2. **Prepare Data**: Split into training (80%) and test (20%) sets.
3. **Train Model**: Fit a linear regression model.
4. **Evaluate**: Calculate the Mean Absolute Error (MAE).



In [None]:
import openml
from sklearn.linear_model import LinearRegression
from sklearn.model_selection import train_test_split
import numpy as np

# Step 1: Fetch TuxKConfig v4.15 from OpenML
dataset = openml.datasets.get_dataset(46739)
X, y = dataset.get_data(target='Binary_Size')
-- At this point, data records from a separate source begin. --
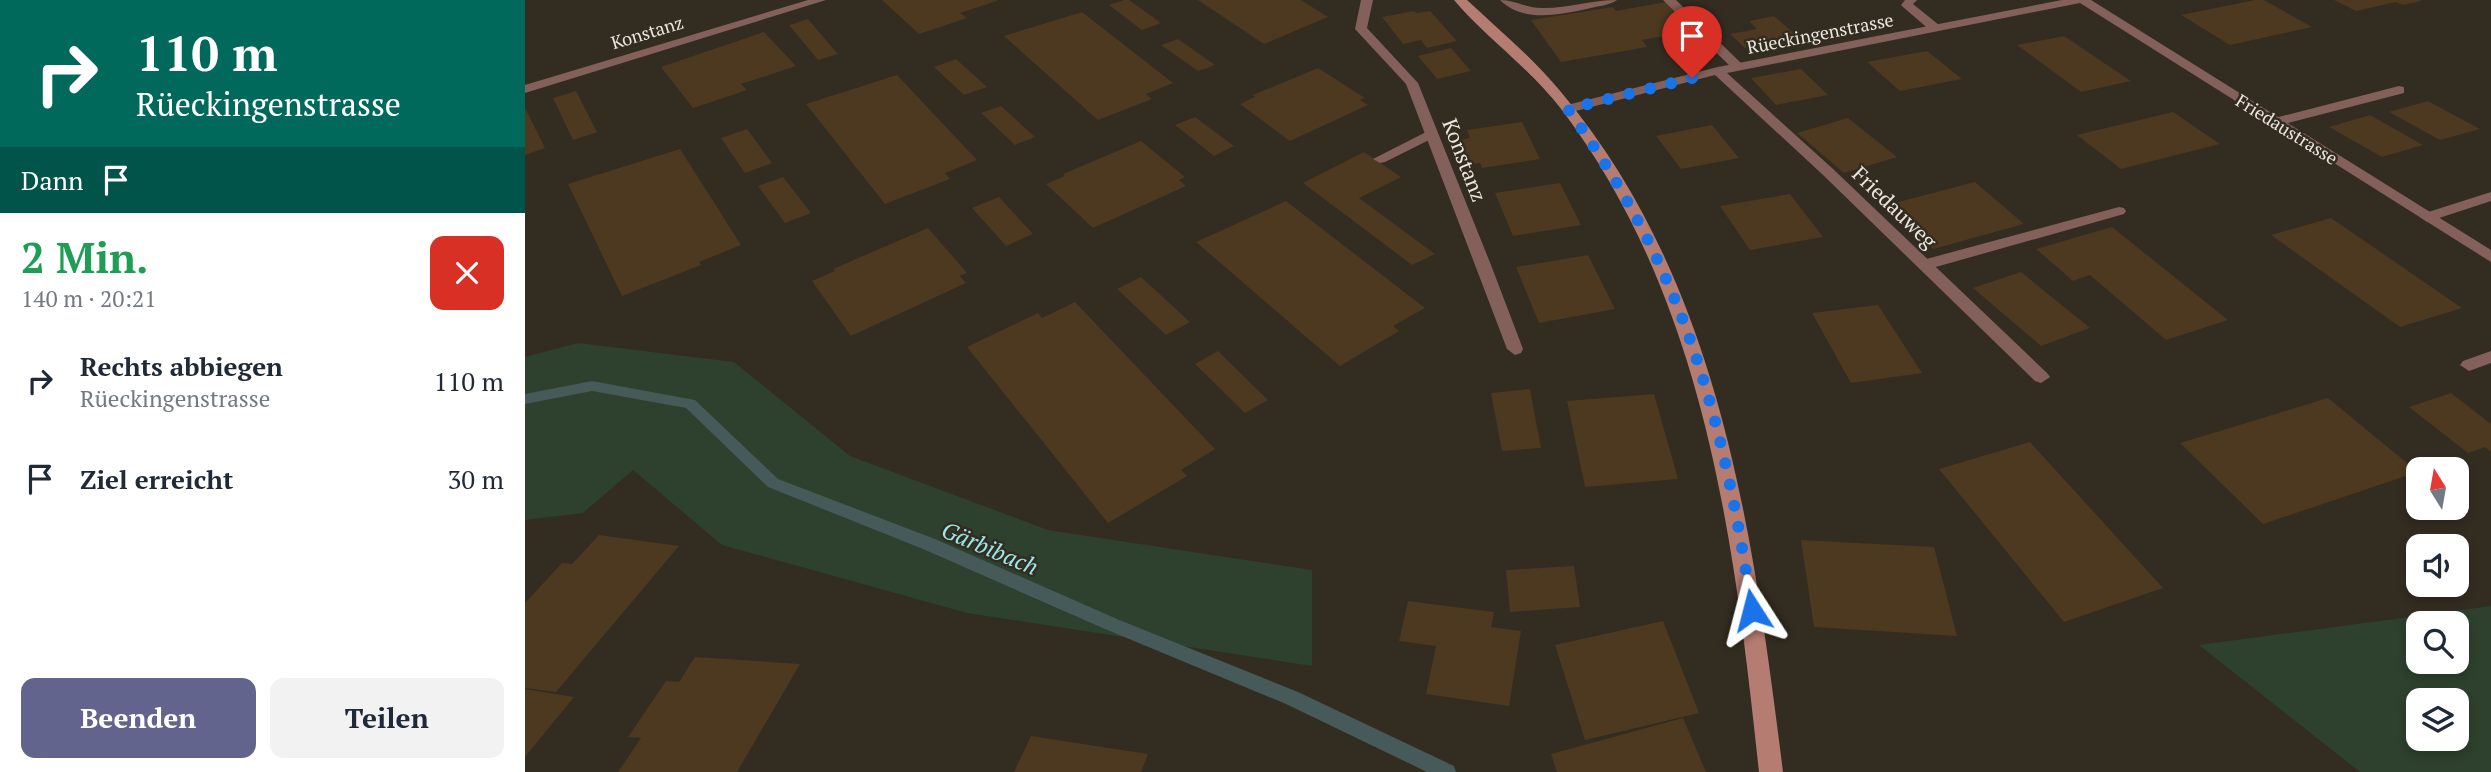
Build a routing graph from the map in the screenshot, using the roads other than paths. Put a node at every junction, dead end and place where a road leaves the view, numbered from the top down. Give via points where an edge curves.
1 (820, 0) edge
2 (1367, 0) edge
3 (1460, 0) edge
4 (1506, 0) edge
5 (1611, 0) edge
6 (1669, 0) edge
7 (2082, 0) edge
8 (1909, 3) edge
9 (1935, 28) junction
10 (1738, 67) junction
11 (1718, 71) junction
12 (525, 89) edge
13 (2399, 90) dead end
14 (1568, 109) junction
15 (2276, 122) junction
16 (1432, 133) junction
17 (1380, 159) dead end
18 (2491, 196) edge
19 (2119, 211) dead end
20 (2427, 217) junction
21 (2491, 257) edge
22 (1925, 265) junction
23 (1515, 349) dead end
24 (2491, 357) edge
25 (2469, 365) dead end
26 (2041, 377) dead end
27 (1771, 772) edge

1 - 12 street, Konstanz
2 - 16 street, Konstanz via 1361,29 1412,83
3 - 14 main road via 1520,55
4 - 5 street via 1525,11 1541,12
6 - 10 street
7 - 9 street, Rüeckingenstrasse
7 - 15 street, Friedaustrasse
8 - 9 street
9 - 10 street, Rüeckingenstrasse
10 - 11 street, Rüeckingenstrasse
11 - 14 street, Rüeckingenstrasse
11 - 22 street, Friedauweg
13 - 15 street
14 - 27 main road via 1643,227 1691,337 1718,425 1756,640
15 - 20 street, Friedaustrasse
16 - 17 street
16 - 23 street, Konstanz
18 - 20 street
19 - 22 street
20 - 21 street, Friedaustrasse
22 - 26 street, Friedauweg
24 - 25 street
# Step 2: Split data into training (80%) and test (20%) sets
X_train, X_test, y_train, y_test = train_test_split(X, y, test_size=0.2, random_state=42)

# Step 3: Train the linear regression model
model = LinearRegression()
model.fit(X_train, y_train)

# Step 4: Predict and calculate MAE
predictions = model.predict(X_test)
mae = np.abs(predictions - y_test).mean()
print(f'MAE: {mae:.2f} MB')